The second part of the code demonstrates how to perform the MC3 algorithm. While this algorithm is not strictly necessary for this small-dimensional problem, it serves as a useful pedagogical exercise. The starting point is to set S=100 random models and order their log marginal likelihoods. The logic of the algorithm is to select the worst model among the S models and propose a candidate model to compete against it. We repeat this process for 1000 iterations (as shown in the code). Note that 1000 iterations is fewer than the number of potential models (1024). This is the essence of the MC3 algorithm: performing fewer iterations than the number of models in the space.

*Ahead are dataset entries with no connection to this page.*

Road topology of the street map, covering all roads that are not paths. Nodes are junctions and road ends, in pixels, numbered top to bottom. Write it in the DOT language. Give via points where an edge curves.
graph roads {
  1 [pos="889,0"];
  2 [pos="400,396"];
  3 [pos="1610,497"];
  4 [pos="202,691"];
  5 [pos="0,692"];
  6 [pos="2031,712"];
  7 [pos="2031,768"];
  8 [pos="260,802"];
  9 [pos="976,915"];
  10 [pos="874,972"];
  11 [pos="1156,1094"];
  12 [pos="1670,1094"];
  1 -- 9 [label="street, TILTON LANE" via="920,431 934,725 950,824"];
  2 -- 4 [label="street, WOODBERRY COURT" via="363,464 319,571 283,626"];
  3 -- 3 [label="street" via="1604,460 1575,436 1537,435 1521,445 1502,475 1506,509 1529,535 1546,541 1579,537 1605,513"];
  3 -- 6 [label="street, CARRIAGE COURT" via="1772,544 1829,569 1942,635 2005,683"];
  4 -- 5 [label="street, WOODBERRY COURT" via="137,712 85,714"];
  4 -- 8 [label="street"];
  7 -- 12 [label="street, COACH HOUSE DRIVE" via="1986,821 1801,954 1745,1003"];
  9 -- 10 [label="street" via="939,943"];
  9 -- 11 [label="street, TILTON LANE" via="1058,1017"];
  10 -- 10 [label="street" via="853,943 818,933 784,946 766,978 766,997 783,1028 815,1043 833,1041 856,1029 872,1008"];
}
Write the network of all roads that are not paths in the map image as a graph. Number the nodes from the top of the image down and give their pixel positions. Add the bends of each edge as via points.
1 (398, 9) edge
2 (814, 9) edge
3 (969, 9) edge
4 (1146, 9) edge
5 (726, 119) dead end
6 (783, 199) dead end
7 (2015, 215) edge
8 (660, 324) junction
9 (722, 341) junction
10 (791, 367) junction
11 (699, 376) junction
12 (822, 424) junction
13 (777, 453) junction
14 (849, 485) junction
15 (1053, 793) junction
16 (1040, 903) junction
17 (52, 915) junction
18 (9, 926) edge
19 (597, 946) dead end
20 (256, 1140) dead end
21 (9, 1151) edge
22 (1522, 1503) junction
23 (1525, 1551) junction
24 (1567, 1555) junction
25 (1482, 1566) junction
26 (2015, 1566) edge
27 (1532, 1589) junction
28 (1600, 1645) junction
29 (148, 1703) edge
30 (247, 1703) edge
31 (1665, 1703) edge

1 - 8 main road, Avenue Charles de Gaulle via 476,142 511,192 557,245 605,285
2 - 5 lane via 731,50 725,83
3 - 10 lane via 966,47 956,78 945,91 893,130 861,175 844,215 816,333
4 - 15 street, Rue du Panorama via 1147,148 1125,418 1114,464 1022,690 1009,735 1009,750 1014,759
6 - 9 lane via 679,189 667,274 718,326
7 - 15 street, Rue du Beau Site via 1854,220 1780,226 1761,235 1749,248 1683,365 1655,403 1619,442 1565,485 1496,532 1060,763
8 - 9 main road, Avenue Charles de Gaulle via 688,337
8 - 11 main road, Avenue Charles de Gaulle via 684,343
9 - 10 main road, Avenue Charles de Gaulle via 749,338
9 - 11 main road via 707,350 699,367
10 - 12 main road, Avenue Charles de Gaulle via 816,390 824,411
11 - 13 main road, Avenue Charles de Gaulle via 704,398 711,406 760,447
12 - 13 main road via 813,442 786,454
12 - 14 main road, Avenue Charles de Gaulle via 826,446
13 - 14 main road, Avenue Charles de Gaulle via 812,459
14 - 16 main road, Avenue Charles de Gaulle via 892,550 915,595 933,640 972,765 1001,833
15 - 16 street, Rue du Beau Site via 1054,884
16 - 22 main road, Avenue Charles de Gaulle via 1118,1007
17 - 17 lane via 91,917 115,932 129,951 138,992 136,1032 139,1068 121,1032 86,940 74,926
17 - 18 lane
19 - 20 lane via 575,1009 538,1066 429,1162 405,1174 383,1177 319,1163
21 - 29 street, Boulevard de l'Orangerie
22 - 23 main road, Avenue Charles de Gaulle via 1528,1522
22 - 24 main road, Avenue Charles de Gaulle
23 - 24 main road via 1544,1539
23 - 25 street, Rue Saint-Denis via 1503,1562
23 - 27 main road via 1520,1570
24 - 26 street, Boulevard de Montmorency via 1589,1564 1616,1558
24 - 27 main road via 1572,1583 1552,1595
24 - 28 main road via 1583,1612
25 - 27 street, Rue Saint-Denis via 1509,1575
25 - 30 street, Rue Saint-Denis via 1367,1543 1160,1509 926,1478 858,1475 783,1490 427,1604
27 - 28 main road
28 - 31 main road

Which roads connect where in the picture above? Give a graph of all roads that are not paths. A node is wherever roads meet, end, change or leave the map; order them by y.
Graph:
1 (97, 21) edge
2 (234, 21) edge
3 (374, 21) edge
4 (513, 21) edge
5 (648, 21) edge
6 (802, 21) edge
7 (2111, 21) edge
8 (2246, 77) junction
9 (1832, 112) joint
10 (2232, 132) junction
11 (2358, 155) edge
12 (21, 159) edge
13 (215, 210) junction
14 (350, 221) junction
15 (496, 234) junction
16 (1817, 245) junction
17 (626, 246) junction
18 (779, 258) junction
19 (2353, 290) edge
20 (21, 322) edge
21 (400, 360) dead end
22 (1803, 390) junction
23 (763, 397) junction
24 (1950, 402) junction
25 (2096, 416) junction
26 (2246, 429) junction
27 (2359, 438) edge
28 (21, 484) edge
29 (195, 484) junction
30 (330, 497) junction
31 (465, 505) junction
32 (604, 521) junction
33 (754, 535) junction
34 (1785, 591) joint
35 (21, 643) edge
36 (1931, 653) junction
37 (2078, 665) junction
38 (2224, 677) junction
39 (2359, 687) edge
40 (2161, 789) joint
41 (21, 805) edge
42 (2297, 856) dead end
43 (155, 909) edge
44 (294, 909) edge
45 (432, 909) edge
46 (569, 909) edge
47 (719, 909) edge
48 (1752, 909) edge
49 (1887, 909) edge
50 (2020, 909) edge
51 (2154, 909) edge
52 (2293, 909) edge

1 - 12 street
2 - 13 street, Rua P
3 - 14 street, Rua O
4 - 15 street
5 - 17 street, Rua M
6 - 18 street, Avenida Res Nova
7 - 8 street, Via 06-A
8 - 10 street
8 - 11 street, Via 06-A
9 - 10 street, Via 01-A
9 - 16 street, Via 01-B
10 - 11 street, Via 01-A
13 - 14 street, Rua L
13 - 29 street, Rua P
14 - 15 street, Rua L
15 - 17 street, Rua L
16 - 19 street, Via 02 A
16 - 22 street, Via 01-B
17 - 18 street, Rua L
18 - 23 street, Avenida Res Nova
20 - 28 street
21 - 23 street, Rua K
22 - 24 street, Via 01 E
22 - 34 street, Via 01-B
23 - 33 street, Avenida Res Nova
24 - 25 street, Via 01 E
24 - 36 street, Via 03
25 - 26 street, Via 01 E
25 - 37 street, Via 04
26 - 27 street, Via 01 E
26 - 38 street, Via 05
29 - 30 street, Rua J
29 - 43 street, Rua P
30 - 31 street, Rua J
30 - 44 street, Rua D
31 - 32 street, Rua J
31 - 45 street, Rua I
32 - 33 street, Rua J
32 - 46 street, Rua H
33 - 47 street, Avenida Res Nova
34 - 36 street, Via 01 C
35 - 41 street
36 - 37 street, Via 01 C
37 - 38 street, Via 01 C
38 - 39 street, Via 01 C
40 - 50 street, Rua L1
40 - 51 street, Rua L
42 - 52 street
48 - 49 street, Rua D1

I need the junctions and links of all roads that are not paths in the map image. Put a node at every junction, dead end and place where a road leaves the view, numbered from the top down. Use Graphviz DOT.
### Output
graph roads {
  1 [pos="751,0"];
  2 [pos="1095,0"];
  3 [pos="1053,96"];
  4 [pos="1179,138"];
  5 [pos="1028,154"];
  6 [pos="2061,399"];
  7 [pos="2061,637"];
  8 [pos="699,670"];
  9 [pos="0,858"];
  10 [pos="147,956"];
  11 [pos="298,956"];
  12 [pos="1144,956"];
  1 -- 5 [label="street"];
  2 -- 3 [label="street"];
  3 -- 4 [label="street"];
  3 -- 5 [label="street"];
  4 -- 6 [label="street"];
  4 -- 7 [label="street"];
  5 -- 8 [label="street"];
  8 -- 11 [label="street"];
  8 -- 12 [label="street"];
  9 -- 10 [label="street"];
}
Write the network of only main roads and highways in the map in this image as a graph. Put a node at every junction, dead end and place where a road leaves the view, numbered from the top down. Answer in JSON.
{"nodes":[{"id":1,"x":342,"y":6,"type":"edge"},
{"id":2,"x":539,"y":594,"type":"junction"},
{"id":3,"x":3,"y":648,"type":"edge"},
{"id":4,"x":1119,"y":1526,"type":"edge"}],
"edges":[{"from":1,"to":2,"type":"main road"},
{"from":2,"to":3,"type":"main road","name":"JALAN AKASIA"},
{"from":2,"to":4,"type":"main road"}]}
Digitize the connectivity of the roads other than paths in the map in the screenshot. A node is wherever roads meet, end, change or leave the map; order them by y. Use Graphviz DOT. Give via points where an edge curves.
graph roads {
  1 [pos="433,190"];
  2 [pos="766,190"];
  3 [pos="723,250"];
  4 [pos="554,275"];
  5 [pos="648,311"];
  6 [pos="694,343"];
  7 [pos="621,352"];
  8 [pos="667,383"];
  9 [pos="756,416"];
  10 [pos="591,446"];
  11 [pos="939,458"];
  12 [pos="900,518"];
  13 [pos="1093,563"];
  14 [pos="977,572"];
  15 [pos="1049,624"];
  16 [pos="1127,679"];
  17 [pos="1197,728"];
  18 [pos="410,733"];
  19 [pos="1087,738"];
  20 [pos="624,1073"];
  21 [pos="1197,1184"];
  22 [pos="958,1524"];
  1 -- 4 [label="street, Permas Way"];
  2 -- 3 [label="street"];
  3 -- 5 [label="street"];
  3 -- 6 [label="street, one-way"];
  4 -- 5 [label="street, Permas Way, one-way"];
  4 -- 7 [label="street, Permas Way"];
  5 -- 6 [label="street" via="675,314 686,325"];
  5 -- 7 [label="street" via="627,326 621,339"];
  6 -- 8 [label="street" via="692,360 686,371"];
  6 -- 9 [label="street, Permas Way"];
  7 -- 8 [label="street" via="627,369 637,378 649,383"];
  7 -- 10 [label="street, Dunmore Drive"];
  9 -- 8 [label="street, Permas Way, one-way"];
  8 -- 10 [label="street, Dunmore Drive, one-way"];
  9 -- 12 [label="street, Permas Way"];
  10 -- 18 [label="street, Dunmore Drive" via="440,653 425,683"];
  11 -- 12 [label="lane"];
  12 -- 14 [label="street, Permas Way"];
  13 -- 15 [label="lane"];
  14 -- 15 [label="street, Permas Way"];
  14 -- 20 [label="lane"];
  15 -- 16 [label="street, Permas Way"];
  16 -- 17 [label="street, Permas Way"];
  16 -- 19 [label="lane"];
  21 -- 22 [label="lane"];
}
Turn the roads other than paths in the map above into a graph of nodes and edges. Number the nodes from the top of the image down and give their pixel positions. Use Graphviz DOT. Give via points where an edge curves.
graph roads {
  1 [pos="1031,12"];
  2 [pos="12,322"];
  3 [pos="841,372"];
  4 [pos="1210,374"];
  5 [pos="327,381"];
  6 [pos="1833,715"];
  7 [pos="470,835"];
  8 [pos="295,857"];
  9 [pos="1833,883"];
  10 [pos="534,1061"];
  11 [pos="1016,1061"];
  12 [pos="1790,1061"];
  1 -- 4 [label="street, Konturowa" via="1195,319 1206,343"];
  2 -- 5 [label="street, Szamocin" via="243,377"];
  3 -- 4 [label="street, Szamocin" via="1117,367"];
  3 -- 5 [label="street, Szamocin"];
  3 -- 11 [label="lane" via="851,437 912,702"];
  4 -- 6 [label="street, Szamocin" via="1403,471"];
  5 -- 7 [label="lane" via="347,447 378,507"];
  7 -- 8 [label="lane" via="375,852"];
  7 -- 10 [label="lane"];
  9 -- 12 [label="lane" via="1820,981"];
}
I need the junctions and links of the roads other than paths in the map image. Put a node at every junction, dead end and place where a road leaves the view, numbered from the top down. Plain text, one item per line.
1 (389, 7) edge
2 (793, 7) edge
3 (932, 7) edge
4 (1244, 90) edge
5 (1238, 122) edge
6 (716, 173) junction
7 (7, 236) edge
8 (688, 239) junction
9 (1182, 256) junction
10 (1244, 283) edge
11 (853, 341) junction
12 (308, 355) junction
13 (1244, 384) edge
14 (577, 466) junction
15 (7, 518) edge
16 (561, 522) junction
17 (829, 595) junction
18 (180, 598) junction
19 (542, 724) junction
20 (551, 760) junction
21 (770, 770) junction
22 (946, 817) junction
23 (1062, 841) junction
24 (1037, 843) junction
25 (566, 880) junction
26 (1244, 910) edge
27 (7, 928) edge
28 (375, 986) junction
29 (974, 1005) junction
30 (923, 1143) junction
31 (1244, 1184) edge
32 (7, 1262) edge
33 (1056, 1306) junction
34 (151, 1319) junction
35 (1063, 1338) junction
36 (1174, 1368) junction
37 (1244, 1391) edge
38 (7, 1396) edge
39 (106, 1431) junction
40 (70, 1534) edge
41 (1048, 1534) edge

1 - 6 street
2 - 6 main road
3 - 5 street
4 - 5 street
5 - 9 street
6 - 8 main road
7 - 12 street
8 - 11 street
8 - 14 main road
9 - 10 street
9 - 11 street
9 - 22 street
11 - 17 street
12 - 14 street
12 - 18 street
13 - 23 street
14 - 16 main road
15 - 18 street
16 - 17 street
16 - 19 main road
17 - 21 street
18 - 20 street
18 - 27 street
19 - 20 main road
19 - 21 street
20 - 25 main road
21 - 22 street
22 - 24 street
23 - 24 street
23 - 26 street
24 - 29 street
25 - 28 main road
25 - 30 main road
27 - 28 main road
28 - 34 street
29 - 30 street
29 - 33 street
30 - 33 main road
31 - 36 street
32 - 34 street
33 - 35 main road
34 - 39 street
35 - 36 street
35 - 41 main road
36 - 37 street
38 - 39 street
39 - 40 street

In our algorithm, we analyze all model scenarios using different conditionals and reasonably assume the same prior model probability for all models, with the same cardinality for both the actual and candidate models. The posterior model probability (PMP) can be calculated in several ways. One method is to recover the unique models from the final set of S models, calculate the log marginal likelihood for these models, and then standardize by the best model among them. Another method involves calculating the PMP using the complete set of S final models, accounting for the fact that some models may appear multiple times in the set, which requires summing the PMPs of repeated models. A third method is to calculate the PMP based on the relative frequency with which a model appears in the final set of S models. These three methods can yield different PMPs, particularly when the number of MC3 iterations is small. In our example, using 1000 MC3 iterations, the data-generating process receives the highest PMP across all three methods.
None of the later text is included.